Culture

Elis Regina, une voix du peuple

Bruna Fernandez 15/07/2013 0
Elle n’est pas très connue par le grand public en France, et pourtant dieu sait qu’elle était populaire.

regina elis 515058c631a9c Elis Regina, une voix du peuple

Elle c’est Elis Regina, une des plus grandes chanteuses brésiliennes qui a eu son heure gloire dans les années 1960 et 1970 au Brésil, mais elle est morte trop tôt, d’une overdose de cocaïne en 1982. Chanteuse engagée, la « tornade », comme elle était appelée dans le milieu, chantait des paroles d’espoir pour un Brésil meilleur et a vivement critiqué la dictature militaire en place ses années la.

Plus de 30 ans après sa mort, les rêves d’Elis Regina pour un Brésil plus juste restent d’actualité

Si le pays est désormais la 6ème puissance mondiale et jouit d’une économie prospère, la corruption dans la caste politique et la mauvaise répartition de l’argent du contribuable n’offrent pas encore les infrastructures publiques de qualité aux Brésiliens. Ecoles, hôpitaux, transports, sécurité, tout est à revoir. Symbole ultime, la Coupe du Monde en 2014, pour laquelle des milliards de reals (monnaie brésilienne) ont été investis dans les stades, et ont causé l’expulsion de centaines de Brésiliens de chez eux, toujours dans l’attente du logement social qui leur avait été promis. Un évènement qui attire les foules de touristes, et les investisseurs ? Certes. Mais le pays du football a oublié les « reformas » qui en portugais veut dire travaux, dont son peuple travailleur, a besoin.

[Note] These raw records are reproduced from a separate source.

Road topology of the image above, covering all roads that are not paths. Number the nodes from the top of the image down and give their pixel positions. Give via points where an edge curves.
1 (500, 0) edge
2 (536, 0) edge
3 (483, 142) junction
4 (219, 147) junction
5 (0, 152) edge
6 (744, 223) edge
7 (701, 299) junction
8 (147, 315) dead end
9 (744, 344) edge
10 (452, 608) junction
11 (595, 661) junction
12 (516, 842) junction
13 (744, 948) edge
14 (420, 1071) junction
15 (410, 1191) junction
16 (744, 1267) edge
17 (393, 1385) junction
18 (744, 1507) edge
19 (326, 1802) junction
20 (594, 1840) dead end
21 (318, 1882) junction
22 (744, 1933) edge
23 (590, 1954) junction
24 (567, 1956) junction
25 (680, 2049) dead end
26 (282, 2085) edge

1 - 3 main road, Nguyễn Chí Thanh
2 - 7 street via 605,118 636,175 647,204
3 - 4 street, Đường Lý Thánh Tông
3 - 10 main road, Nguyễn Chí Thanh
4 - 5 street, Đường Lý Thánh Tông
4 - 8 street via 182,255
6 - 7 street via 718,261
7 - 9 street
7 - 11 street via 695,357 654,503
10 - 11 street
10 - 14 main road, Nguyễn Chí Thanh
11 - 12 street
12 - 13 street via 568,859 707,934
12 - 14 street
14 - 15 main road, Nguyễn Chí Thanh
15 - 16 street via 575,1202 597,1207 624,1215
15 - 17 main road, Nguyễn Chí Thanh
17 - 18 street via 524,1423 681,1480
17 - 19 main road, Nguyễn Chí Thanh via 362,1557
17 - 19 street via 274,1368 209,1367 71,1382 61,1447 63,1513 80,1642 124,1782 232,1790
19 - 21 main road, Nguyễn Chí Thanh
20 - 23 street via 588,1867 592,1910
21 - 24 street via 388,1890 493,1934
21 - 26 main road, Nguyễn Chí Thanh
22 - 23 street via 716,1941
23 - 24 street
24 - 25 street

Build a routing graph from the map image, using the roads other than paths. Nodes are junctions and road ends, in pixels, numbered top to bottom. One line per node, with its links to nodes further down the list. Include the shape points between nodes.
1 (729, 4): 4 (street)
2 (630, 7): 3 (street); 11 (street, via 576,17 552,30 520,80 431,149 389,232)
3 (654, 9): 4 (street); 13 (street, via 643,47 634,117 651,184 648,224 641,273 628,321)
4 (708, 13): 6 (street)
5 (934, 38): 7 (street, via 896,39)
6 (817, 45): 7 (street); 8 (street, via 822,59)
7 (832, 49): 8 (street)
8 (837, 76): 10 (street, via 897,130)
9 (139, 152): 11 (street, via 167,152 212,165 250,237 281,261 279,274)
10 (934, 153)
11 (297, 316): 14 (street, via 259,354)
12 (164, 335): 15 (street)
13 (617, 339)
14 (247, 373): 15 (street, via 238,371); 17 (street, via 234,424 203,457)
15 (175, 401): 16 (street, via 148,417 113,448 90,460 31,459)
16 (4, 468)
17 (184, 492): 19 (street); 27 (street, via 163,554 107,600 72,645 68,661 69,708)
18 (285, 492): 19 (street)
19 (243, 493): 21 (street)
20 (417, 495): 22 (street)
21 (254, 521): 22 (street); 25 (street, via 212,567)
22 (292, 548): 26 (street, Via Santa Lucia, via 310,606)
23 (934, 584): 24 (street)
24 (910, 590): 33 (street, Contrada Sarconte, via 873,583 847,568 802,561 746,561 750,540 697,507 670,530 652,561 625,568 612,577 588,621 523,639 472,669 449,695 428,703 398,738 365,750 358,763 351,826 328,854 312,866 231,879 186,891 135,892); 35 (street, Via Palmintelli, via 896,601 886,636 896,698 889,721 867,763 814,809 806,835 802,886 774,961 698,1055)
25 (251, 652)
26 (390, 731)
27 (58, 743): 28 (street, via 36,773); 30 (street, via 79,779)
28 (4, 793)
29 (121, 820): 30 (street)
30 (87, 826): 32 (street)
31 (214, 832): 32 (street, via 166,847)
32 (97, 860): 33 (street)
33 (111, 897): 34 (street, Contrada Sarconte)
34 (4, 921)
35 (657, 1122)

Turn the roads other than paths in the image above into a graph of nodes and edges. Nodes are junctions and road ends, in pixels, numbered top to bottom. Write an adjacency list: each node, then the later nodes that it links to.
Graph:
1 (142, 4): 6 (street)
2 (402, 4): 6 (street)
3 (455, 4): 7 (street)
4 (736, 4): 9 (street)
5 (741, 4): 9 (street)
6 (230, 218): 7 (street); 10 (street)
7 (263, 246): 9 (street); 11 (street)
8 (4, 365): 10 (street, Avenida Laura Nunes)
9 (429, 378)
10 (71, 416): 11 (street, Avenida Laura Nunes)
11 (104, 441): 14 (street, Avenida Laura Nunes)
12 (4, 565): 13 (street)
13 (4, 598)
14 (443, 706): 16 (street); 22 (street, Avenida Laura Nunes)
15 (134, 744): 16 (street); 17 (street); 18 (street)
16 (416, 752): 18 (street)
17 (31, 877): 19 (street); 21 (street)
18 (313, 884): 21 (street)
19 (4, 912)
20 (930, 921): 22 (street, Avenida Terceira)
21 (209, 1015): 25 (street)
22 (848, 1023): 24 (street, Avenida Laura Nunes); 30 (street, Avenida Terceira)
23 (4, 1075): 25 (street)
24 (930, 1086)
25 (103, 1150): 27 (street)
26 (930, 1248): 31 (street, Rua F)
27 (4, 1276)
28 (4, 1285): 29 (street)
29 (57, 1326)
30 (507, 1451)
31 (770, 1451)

Petite goûte d’eau qui a fait déborder un énorme vase, le prix du bus relevé de 20 centimesdans la plupart des grandes villes, alors qu’il avait sans cesse augmenté en fonction de l’inflation. Encore un argent sans retour. Les véhicules sont vétustes, pas toujours aux normes et pas assez nombreux. Arrivée à saturation, la population brésilienne, et en particulier les jeunes étudiants, se sont alors mis à manifester massivement depuis le mois de juin. Un mouvement exceptionnel rassemblant des dizaines de milliers de gens dans les grandes et moyennes villes du pays. Une contestation que l’on avait pas vu depuis 20 ans. Dans la rue, beaucoup entonnent encore quelques unes des chansons mythiques d’Elis Regina, pour se donner de l’espoir.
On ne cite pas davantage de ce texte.